> [Activity] Pick out each line below containing "Central".

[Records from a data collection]
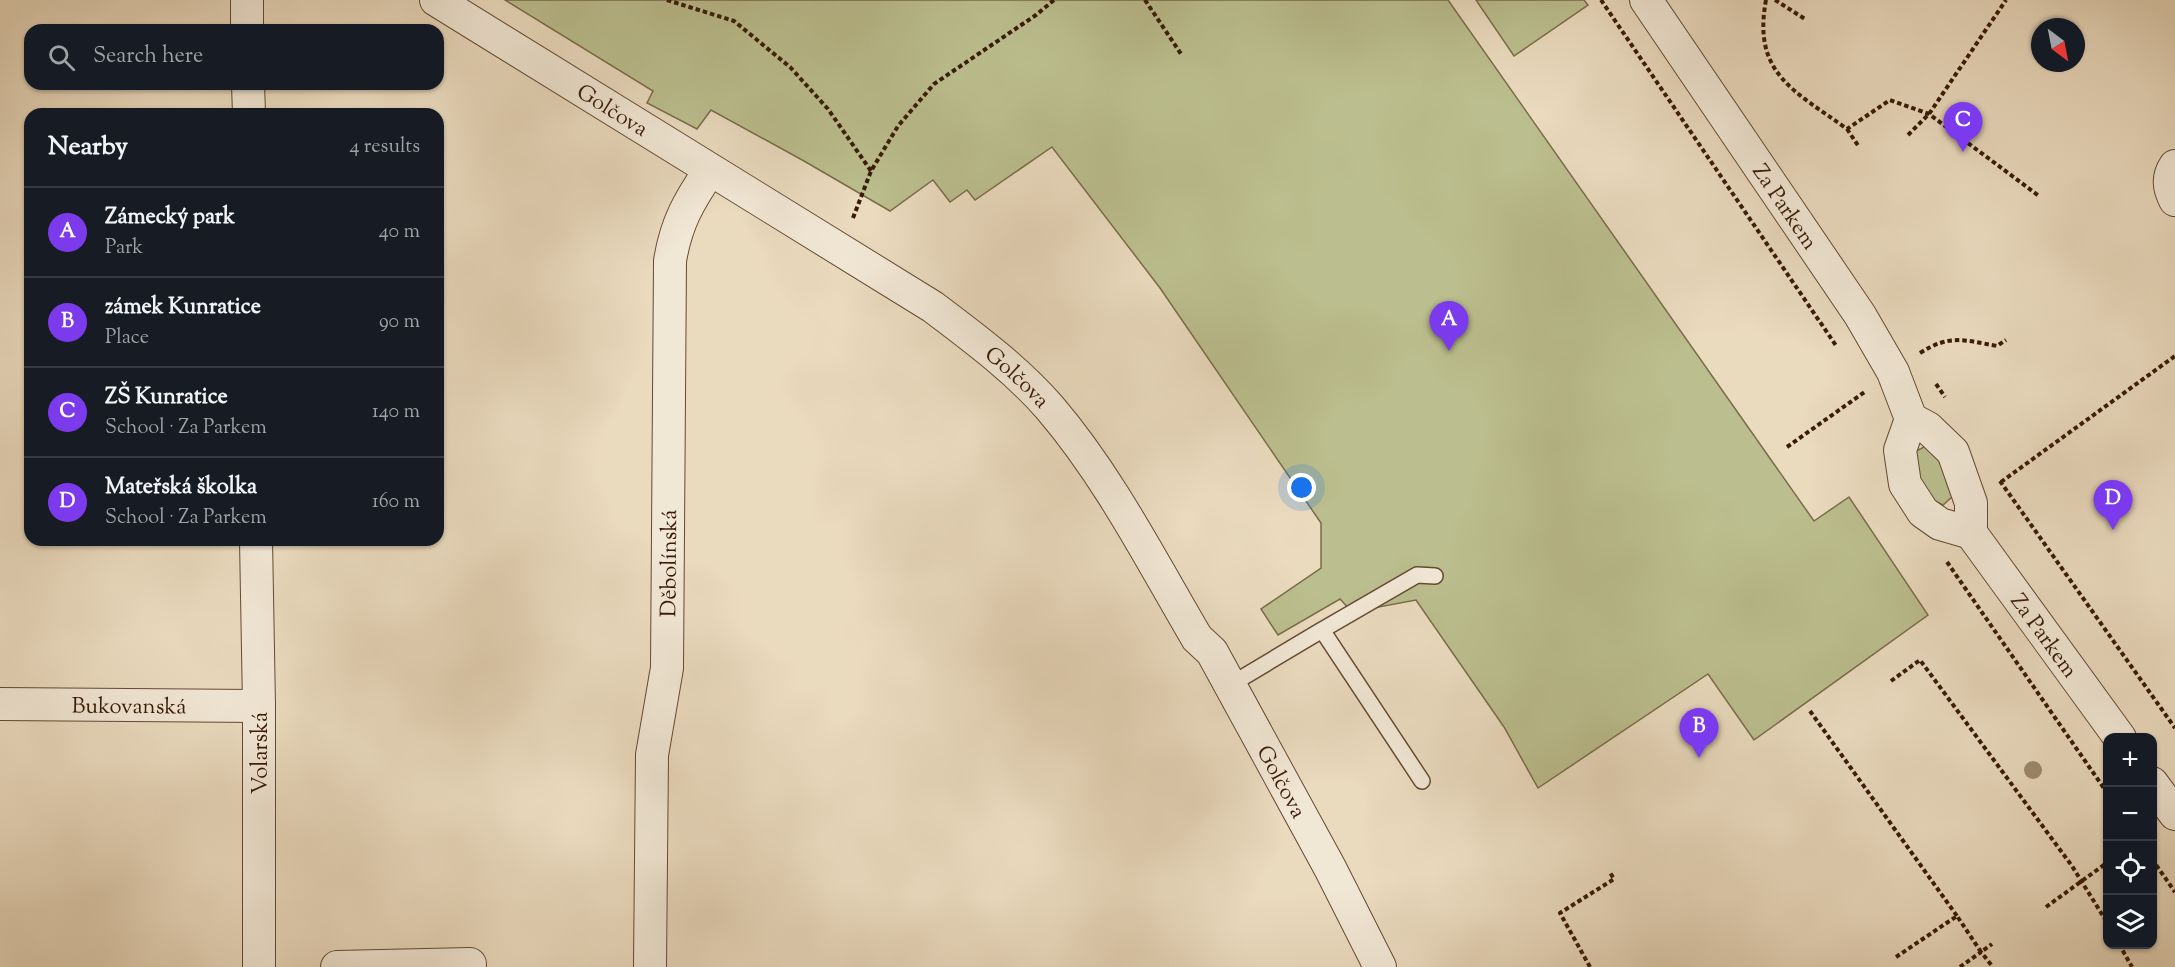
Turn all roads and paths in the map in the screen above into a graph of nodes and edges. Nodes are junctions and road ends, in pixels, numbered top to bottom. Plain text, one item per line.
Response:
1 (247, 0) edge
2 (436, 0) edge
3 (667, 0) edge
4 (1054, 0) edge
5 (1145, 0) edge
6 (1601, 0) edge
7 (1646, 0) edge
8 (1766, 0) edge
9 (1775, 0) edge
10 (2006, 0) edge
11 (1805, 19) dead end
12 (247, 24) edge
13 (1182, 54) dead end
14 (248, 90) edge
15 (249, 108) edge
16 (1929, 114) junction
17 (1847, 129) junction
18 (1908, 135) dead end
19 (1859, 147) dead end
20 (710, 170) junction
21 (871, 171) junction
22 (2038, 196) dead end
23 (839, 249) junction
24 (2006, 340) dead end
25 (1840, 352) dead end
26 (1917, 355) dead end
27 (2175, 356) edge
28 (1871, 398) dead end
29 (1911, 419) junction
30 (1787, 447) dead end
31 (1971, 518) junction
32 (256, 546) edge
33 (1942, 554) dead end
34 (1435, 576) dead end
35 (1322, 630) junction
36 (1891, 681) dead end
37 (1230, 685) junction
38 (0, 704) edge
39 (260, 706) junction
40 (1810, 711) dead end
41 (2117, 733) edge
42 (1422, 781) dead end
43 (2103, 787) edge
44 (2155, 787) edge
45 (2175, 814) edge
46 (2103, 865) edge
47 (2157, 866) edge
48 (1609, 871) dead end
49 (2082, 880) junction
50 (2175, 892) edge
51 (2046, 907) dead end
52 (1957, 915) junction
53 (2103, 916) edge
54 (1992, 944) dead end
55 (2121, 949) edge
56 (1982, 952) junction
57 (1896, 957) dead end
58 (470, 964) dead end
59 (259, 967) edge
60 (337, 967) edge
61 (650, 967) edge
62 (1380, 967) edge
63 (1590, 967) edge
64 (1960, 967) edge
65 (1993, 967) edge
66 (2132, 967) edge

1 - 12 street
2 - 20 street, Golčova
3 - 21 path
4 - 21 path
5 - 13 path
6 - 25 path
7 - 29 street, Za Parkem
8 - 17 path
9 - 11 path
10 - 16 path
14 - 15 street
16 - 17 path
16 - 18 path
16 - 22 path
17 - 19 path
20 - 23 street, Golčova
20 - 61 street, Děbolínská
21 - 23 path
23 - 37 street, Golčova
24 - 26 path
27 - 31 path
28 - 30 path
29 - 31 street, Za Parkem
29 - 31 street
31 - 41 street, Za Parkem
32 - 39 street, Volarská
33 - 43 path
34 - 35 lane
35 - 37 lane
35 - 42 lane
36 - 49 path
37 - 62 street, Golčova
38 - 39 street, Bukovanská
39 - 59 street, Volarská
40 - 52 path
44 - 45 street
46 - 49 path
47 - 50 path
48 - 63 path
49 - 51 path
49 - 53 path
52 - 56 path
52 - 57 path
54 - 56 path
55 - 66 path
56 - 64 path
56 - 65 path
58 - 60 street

* * *

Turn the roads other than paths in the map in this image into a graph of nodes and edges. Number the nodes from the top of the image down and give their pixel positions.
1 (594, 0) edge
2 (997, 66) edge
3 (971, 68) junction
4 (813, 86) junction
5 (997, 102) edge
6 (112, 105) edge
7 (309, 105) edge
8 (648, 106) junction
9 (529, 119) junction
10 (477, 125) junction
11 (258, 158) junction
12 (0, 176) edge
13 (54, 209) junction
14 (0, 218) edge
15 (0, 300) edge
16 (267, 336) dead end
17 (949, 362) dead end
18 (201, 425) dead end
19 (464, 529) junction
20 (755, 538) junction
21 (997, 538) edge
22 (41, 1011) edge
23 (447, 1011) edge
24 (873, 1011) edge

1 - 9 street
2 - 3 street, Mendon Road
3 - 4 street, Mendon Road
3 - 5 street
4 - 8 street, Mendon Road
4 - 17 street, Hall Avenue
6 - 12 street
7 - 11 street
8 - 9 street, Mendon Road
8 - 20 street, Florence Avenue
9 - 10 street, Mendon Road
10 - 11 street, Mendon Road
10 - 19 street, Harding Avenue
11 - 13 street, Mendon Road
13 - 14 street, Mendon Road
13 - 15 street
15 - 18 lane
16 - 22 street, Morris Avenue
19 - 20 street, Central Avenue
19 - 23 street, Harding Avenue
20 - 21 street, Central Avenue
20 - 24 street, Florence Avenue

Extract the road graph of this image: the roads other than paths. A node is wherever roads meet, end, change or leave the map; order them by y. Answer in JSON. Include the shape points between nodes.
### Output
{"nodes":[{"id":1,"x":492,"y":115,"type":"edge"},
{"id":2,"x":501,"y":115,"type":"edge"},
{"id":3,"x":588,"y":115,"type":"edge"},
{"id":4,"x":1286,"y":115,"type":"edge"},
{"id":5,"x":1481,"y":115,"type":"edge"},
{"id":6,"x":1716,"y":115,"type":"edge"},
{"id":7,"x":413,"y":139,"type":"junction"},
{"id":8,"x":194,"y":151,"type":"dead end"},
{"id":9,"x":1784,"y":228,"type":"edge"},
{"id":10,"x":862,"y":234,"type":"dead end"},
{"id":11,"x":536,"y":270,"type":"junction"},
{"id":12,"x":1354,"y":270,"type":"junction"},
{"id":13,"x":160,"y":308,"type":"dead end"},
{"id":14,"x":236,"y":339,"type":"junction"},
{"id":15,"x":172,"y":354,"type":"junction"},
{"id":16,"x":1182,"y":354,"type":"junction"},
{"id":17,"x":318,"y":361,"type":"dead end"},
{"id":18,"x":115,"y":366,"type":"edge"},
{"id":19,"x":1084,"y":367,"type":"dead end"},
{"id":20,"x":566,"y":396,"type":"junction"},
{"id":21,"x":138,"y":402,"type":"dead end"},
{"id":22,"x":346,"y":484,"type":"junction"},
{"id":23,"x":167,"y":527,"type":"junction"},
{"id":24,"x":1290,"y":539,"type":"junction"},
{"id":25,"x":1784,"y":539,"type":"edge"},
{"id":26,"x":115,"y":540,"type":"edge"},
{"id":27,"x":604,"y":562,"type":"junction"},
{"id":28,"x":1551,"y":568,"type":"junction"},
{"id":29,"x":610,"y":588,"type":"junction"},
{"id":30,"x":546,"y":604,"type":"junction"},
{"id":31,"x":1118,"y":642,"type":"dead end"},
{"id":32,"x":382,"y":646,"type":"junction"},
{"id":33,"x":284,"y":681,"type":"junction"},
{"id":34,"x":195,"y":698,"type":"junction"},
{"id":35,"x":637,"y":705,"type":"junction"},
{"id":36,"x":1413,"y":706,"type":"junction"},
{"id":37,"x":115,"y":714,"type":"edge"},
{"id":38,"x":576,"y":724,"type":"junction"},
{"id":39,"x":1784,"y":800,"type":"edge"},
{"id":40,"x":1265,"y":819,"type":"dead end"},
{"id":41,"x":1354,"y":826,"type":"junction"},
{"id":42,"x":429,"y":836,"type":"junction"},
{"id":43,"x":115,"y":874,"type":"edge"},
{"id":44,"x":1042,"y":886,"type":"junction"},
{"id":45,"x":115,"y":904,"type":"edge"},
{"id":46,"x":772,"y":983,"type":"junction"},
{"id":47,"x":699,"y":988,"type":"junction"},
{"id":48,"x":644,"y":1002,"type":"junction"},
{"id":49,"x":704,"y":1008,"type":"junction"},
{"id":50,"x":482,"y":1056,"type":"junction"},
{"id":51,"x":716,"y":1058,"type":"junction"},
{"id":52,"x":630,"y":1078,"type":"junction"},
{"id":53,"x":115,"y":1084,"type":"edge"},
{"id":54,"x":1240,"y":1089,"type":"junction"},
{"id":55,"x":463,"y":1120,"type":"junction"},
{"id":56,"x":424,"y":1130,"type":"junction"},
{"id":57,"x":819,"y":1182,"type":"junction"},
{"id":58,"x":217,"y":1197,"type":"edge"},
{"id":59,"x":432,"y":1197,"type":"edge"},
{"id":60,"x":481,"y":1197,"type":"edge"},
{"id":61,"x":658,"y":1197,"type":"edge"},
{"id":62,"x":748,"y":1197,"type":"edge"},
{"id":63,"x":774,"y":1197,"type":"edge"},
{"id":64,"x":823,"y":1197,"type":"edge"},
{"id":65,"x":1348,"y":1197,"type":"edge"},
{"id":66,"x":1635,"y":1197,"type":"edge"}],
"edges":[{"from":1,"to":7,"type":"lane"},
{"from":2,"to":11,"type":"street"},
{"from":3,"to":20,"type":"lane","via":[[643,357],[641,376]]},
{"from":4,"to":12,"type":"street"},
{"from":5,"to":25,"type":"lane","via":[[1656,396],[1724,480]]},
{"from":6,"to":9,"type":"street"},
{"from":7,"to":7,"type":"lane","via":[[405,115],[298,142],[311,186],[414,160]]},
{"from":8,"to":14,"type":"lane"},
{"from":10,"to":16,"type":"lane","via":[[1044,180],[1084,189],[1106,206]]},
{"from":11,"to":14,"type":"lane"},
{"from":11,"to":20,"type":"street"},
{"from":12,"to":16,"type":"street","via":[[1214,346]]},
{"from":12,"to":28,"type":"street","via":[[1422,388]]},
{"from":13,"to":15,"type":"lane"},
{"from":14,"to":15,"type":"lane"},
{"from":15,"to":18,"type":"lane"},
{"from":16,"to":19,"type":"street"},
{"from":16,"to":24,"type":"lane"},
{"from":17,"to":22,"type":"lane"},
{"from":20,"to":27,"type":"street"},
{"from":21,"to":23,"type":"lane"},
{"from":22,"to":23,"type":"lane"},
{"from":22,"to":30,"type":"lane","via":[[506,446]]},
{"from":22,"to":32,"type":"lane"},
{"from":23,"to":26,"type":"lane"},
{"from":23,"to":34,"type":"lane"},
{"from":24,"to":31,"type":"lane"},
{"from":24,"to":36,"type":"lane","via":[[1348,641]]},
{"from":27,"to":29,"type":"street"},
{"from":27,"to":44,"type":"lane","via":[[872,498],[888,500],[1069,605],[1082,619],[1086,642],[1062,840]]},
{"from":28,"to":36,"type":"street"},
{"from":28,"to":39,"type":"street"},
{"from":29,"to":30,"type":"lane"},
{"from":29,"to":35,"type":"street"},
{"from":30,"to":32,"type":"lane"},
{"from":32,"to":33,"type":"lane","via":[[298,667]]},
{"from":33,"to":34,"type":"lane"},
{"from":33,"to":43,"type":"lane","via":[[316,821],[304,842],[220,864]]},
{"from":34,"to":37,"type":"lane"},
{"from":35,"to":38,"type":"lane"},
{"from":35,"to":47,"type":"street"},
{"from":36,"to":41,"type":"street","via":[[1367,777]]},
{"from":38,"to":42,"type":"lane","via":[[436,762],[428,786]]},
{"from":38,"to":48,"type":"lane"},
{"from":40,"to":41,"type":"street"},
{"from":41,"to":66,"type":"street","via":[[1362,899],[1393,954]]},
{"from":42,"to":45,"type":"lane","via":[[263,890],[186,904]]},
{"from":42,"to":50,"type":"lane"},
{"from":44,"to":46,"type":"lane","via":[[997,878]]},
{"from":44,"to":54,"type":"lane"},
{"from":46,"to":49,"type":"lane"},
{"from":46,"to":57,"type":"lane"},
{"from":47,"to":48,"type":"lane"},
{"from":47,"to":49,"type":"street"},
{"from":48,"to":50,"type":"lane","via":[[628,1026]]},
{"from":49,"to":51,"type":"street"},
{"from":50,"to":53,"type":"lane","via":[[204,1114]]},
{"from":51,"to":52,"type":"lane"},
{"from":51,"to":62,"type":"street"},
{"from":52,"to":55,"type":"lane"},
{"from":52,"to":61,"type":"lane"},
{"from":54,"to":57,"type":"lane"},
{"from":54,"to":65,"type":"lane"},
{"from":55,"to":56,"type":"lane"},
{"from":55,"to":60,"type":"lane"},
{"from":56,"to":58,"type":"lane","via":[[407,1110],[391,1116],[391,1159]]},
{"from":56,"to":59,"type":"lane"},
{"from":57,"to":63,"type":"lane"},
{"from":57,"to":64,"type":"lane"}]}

--

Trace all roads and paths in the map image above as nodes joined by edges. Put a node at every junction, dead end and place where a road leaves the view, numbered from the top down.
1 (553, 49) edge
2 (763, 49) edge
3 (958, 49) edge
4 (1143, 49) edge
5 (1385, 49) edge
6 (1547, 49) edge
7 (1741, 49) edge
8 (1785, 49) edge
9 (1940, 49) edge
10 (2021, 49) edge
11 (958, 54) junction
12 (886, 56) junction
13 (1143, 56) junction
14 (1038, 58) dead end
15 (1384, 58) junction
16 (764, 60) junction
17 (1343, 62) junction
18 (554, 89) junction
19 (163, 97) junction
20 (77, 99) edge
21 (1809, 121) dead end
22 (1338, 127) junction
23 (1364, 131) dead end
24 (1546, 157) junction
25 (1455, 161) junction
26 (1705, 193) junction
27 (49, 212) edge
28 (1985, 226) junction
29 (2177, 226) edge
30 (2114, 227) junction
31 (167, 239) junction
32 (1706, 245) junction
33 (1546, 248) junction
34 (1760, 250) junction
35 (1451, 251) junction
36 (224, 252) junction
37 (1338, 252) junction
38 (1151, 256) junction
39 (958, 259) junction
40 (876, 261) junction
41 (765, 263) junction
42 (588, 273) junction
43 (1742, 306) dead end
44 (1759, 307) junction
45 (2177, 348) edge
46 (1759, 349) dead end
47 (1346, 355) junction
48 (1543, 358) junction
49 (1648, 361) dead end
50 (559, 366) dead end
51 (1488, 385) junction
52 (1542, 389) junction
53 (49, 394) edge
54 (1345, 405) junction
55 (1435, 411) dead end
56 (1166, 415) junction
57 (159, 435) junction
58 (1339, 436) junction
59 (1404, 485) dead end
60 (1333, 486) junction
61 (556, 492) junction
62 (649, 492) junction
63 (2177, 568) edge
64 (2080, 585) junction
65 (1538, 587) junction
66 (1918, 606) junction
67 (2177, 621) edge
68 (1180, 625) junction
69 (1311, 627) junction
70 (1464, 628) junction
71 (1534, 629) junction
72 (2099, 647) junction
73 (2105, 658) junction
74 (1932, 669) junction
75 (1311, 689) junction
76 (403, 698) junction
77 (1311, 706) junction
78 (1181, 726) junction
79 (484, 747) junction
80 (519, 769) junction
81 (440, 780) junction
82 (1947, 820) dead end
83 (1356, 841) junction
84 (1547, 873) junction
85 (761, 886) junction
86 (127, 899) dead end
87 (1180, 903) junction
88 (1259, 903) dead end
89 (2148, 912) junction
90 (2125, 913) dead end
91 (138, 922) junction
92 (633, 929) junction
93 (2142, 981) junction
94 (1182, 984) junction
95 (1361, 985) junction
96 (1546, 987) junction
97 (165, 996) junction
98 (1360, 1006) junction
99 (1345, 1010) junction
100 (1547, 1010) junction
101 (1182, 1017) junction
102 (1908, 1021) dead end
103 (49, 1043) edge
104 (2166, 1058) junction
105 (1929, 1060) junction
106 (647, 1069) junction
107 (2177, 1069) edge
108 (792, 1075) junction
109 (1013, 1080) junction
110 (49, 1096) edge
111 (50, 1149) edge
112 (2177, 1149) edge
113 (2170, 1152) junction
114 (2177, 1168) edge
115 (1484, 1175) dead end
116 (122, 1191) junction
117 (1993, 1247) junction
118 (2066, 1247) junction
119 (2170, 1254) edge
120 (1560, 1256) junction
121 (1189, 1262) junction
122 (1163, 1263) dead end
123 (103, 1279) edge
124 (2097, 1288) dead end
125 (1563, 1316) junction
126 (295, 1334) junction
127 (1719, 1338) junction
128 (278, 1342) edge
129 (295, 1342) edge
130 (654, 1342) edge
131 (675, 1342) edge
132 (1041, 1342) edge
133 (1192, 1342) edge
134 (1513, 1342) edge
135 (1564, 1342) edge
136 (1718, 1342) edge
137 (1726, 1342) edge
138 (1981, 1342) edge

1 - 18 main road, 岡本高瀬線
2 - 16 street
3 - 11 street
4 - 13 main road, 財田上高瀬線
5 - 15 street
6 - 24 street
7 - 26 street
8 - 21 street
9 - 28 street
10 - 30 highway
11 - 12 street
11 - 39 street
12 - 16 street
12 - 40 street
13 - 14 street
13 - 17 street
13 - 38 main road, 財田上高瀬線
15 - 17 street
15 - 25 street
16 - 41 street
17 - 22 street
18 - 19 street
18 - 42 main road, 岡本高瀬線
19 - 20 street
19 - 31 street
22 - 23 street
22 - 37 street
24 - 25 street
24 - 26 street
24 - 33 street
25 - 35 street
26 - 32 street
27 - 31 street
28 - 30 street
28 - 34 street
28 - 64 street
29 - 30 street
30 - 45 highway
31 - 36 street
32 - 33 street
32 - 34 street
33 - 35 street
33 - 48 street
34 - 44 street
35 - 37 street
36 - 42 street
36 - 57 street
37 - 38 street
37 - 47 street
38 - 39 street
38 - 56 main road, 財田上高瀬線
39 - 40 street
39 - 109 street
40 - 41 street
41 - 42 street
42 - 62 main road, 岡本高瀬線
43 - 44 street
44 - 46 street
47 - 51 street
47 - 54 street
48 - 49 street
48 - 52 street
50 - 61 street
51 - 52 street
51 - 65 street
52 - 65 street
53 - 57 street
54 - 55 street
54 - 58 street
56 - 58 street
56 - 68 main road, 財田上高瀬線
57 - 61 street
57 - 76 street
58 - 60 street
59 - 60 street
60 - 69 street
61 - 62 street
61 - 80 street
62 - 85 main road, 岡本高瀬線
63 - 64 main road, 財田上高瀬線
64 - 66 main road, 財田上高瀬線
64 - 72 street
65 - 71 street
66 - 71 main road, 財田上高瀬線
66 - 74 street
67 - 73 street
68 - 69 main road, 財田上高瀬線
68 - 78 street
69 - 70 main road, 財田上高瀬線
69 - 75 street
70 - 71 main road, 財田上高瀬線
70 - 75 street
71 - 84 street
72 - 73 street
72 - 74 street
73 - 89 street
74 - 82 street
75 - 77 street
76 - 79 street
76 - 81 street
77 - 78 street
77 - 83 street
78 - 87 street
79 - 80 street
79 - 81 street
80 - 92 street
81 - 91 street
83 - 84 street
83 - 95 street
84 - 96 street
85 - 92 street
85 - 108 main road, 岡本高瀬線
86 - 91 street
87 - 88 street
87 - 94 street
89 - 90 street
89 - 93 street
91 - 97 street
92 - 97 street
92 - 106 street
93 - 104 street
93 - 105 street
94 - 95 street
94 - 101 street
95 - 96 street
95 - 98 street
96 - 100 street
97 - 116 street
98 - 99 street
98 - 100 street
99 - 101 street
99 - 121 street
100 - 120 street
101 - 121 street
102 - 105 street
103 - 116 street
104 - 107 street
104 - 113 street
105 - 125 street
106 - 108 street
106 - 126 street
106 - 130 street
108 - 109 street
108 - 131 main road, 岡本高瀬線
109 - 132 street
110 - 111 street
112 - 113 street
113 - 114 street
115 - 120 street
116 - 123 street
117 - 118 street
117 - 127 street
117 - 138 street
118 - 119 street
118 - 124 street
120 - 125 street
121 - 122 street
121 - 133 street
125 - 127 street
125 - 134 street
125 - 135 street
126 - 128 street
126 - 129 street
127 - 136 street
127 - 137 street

> [Output of the task]
19 - 20 street, Central Avenue
20 - 21 street, Central Avenue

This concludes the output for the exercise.